The Island
When we get there they run us through the quick orientation, inform us that beyond these production doors lies their reality. Our old lives are to be left behind and we are to involve ourselves with the program in every meaning of it.

The last bit is in a different voice, tacked on as disclaimer perhaps after someone raised a hue and cry.

"You are reminded that everything on the Island recorded and subject to broadcast."

They do mean everything, too. At first the cameras are startling, how common they are. Even the crappers only provide privacy from the waist down.

You want to be mischievious? Not on the producer's dime, goddamnit.

We're all here to get on teevee, to get healthy. Maybe a little of both.

I'm here for the experience, mostly. They've built up an enormous unreality for us to play in. A giant amusement park built around recreating a lifestyle that never existed.

That's not for nothing, is it?

We board long boats pushed by guys who look like they are made up mostly of beef jerky, struggling to get the shallow boats underway with long poles. They take us through a display that reminds me of the Pirates of the Carribean and I can't help think they punch it up to make you forget that everything is unreal.

The island is all American, built just a few miles off the coast of Thailand atop an archipeligo that is now more concrete than sand. The environmentalists are still screaming.

Even the fact that they built it here is straigt out of the old US-of-A. Back home, labor laws would have gotten in the way of draining all the juice out of their production staff.

Its built to resemble a mythical Asian island somewhere off the coast of Korea.
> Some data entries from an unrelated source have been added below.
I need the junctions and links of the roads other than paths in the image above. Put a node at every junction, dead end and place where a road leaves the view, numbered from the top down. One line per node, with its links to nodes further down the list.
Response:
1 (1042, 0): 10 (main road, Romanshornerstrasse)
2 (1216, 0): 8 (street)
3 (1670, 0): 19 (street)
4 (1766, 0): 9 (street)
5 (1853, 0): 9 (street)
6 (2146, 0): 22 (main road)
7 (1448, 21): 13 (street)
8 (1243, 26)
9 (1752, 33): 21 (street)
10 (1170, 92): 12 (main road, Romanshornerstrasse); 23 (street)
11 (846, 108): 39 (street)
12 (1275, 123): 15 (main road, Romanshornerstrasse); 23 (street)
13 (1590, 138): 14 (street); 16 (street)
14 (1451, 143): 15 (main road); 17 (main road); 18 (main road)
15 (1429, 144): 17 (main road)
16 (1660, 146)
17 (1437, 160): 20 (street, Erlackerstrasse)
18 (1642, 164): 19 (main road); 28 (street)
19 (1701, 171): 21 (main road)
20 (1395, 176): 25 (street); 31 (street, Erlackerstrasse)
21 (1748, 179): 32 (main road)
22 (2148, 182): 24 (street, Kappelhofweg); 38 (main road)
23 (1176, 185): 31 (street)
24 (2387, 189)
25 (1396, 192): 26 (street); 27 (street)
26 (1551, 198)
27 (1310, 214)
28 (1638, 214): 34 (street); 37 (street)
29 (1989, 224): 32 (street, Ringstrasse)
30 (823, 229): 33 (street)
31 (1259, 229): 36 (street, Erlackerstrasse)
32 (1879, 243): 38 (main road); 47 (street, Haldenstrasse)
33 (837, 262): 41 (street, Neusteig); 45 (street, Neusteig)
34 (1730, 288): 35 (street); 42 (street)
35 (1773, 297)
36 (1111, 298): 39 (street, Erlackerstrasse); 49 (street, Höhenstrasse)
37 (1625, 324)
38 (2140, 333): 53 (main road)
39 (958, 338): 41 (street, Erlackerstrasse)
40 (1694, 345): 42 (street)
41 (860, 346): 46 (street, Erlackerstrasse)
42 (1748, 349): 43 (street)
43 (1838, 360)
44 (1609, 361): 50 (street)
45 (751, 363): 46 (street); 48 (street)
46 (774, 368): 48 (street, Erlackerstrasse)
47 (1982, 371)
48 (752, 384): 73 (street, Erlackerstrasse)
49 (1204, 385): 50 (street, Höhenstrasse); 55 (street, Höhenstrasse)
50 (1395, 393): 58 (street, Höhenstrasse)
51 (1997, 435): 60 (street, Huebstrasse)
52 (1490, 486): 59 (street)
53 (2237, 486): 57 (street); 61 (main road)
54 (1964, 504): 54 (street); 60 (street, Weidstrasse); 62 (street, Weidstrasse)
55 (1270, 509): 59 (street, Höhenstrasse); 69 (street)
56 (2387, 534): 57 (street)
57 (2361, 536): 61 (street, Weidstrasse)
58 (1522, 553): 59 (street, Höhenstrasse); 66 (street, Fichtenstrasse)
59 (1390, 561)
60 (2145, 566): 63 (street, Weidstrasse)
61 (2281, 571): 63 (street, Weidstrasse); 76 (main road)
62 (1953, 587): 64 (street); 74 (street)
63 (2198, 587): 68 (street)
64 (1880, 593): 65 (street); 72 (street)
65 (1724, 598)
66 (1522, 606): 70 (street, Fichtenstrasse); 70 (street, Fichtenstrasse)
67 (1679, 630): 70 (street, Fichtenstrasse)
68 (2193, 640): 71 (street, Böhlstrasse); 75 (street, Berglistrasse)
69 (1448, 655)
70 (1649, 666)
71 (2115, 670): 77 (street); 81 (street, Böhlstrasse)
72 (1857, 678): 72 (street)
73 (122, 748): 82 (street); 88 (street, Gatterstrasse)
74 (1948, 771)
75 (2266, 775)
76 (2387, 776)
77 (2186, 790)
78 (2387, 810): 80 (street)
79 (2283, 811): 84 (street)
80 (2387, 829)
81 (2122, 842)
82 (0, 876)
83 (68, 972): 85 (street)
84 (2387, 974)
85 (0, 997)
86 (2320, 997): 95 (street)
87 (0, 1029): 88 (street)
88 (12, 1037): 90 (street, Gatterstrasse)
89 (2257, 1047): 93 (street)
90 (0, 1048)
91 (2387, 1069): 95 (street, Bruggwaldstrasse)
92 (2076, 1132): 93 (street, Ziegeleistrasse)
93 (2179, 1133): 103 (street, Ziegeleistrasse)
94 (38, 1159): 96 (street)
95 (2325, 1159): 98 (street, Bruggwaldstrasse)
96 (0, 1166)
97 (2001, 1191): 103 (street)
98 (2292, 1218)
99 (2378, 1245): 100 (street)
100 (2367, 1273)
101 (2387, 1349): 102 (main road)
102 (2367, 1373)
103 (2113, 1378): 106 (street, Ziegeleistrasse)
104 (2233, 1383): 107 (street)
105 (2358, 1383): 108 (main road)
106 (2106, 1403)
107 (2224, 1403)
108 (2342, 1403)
The style is a hodgepodge of Japanese architecture and tropical foliage.

The myth is all bullshit, of course, drawn out the ether by some screenwriters in LA.

Yes, this is the fantasy island where everyone lived forever through healthy living and they greeted visitors with open arms to teach them their ways and rid them of all their old vices.

A busload of staff psychologists will daily be slicing and dicing everything we do and say, creating scenarios for us to participate in and somehow become uberpersonages.

Ultimately, this is all to sell dish soap and tampons to grateful consumers. We will be sandwitched in between to provide some entertainment while they cue up another set of commercials to pay for all this nonsense. This snake eats is own tail and occasionally consumes poor saps such as myself and Fred to keep itself sated.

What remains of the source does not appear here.